Come si direbbero queste frasi in italiano?


----------



## irene.acler

Cecilio said:


> "Por si acaso" ha due usi diversi in spagnolo:
> 
> - per introdurre una orazione subordinata, p.e.: "Cojo el paraguas por si (acaso) llueve".
> 
> - come sintagma avverbiale: "Cojo el paraguas por si acaso".
> 
> Come si direbbero queste frasi in italiano?



Mi intento:

"Cojo el paraguas por si (acaso) llueve" = prendo l'ombrello nel caso venisse da piovere

"Cojo el paraguas por si acaso" = prendo l'ombrello, non si sa mai (che venga da piovere)


----------



## Dankgerit

Yo eso lo diría: _se per caso._

"Cojo el paraguas por si (acaso) llueve" = se per caso piove prendo l'ombrello.

Es claro que no es la traducción literal por ser esta frase realmente "por casualidad", sin embargo podría ser otra manera de expresarlo.


----------



## IlPetaloCremisi

Entonces cuando se usa por si acaso se omite la frase subordinada?


----------



## IlPetaloCremisi

Dankgerit said:


> Yo eso lo diría: _se per caso._
> 
> "Cojo el paraguas por si (acaso) llueve" = se per caso piove prendo l'ombrello.
> 
> Es claro que no es la traducción literal por ser esta frase realmente "por casualidad", sin embargo podría ser otra manera de expresarlo.
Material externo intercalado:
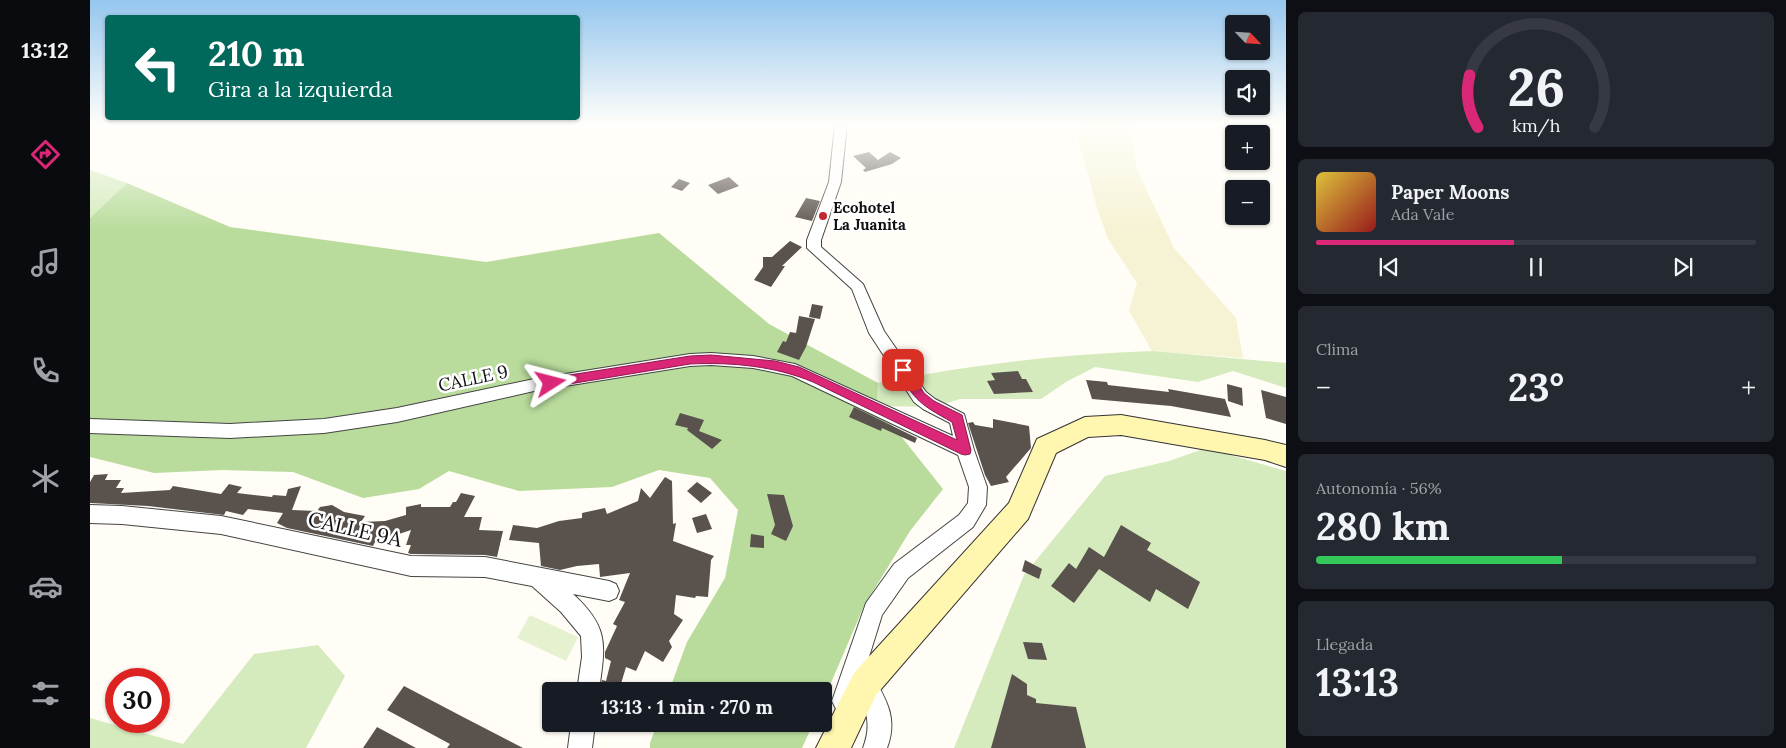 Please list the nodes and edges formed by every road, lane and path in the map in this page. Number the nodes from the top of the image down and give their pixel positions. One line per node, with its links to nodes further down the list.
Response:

Yo creo que tu traduccion tiene un significado un poco diferente de la traduccion de Irene ( nel caso che venisse a piovere ). Con lo que has escrito tu, yo pienso que tu cojes el paragua solo si empieza a llover antes de que tu salga de casa.  Mientras, si digo " prendo l'ombrello nel caso si mettesse a piovere", significa que cogo el paragua tambien si no llove cuando salgo de casa; lo cogo en la eventualidad que se ponga a llover pero al fin, podria nisiquiera utilizarlo.
No sè si me he explicado.


----------



## cristinilla

No es así, IPC, _por si acaso_ es una locución adverbial que equivaldría a _'por si ese el caso'._ Generalmente se usa 'por si acaso' solo y 'por si' como locución conjuntiva.
DRAE:
Por si acaso:
1. loc. adv. En previsión de una contingencia. "_Hay que salir con tiempo, por si acaso"_. Usase también como locución conjuntiva: _"Fíjate bien en lo que dicen, por si acaso /por si hay que replicarles". _

Yo he estudiado que _'por si acaso'_ se traduce como _'caso mai'_.
Entonces, como dice Irene, si yo digo a una persona: _Non si sa mai!_ , ¿cómo se distingue si digo 'por si acaso' o 'nunca se sabe'?


----------



## irene.acler

IlPetaloCremisi said:


> Yo creo que tu traducción tiene un significado un poco diferente de la traducción de Irene ( nel caso che venisse a piovere ). Con lo que has escrito tú, yo pienso que tú cojes el paraguas solo si empieza a llover antes de que tu salga de casa. Mientras, si digo " prendo l'ombrello nel caso si mettesse a piovere", significa que cojo el paraguas también si no llueve cuando salgo de casa; lo cojo en la eventualidad que se ponga a llover pero al fin, podría ni siquiera utilizarlo.
> No sé si me he explicado.


 

Espero que no te moleste si he corregido algo  
Estoy completamente de acuerdo contigo. La frase de Dankgerit tiene un matiz diferente.


----------



## IlPetaloCremisi

cristinilla said:


> No es así, IPC, _por si acaso_ es una locución adverbial que equivaldría a _'por si ese el caso'._ Generalmente se usa 'por si acaso' solo y 'por si' como locución conjuntiva.
> DRAE:
> Por si acaso:
> 1. loc. adv. En previsión de una contingencia. "_Hay que salir con tiempo, por si acaso"_. Usase también como locución conjuntiva: _"Fíjate bien en lo que dicen, por si acaso /por si hay que replicarles". _
> 
> Yo he estudiado que _'por si acaso'_ se traduce como _'caso mai'_.
> Entonces, como dice Irene, si yo digo a una persona: _Non si sa mai!_ , ¿cómo se distingue si digo 'por si acaso' o 'nunca se sabe'?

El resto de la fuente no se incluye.